What to do. In the listing below, identify each line with the word "char" and return those lines.

Input material.

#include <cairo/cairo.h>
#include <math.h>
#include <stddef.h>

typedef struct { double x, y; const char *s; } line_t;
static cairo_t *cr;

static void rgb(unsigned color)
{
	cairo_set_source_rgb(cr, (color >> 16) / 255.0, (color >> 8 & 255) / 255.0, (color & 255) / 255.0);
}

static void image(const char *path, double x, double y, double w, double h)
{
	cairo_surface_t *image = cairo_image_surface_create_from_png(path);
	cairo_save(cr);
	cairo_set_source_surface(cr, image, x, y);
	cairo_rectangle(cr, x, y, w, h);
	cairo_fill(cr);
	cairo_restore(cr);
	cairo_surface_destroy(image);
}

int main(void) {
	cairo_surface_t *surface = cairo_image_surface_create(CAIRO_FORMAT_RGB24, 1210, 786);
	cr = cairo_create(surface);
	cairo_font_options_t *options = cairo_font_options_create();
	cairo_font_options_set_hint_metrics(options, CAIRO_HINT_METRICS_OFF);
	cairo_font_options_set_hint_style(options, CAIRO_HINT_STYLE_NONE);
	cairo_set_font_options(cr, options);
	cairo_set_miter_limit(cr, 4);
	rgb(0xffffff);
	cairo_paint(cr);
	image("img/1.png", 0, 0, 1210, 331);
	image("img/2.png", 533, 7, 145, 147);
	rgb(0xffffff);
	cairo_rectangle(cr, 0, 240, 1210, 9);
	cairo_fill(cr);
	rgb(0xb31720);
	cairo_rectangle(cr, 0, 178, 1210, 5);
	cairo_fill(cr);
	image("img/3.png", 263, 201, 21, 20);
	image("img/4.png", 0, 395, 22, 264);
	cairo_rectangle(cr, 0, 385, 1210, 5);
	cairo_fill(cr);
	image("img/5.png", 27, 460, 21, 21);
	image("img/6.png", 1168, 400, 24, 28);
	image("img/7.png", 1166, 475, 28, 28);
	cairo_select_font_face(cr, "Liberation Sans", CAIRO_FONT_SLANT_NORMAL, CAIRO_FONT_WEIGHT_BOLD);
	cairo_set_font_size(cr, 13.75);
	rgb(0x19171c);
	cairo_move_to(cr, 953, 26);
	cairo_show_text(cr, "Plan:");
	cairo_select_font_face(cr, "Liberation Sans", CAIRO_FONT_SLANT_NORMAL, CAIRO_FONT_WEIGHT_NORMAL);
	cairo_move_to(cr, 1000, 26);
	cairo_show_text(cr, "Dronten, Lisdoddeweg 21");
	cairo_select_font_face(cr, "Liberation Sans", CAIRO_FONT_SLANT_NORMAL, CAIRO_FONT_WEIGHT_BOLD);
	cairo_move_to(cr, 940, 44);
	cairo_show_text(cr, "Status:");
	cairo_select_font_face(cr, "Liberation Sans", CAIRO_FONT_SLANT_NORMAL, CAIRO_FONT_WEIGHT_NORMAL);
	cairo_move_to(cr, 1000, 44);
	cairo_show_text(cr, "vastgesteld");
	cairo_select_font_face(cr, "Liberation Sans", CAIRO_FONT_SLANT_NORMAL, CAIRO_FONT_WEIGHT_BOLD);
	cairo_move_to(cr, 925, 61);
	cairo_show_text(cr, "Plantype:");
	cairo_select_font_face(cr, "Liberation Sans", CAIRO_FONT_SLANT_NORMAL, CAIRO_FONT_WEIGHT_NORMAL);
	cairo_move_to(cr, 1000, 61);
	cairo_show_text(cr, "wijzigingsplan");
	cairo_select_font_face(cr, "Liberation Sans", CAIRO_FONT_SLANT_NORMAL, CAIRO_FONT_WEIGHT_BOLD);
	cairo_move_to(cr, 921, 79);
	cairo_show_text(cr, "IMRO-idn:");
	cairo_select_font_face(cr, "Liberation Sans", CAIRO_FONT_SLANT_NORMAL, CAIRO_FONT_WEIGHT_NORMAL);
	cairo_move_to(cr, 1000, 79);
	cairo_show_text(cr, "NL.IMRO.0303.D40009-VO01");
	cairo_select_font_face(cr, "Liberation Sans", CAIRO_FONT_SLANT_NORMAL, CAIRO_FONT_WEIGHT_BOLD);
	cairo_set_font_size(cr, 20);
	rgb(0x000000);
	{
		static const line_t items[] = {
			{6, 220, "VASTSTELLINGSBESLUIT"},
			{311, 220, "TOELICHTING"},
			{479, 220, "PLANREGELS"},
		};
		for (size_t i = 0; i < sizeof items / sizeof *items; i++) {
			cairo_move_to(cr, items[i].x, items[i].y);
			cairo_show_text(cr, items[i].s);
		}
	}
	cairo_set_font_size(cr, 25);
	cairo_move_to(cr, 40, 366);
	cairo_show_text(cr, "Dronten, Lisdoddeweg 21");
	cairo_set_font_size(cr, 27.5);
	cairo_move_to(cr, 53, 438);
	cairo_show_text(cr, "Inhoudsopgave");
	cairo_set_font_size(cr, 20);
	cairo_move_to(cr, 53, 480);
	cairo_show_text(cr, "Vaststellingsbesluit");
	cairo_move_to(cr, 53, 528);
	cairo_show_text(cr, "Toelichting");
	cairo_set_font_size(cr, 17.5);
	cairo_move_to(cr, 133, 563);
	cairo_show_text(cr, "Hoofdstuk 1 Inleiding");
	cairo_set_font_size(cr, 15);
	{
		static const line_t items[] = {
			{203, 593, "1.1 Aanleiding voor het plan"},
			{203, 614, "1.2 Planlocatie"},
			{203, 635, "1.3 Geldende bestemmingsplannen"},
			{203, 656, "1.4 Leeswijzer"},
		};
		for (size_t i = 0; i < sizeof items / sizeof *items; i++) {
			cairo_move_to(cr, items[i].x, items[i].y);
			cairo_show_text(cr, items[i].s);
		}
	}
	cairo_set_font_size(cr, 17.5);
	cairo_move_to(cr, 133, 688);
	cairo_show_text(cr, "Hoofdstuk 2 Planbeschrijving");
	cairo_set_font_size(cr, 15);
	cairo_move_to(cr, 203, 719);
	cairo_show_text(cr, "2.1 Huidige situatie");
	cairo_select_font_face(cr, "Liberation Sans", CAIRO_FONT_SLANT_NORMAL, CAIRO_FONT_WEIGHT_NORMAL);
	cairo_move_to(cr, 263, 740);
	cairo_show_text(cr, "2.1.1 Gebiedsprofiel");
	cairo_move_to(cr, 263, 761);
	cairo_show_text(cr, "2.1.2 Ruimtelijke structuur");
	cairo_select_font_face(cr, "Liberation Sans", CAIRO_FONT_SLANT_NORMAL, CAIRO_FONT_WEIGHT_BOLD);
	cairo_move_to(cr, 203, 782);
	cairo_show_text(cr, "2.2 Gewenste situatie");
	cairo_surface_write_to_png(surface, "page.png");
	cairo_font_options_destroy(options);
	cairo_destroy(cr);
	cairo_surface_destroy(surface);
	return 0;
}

Answer below.
typedef struct { double x, y; const char *s; } line_t;
static void image(const char *path, double x, double y, double w, double h)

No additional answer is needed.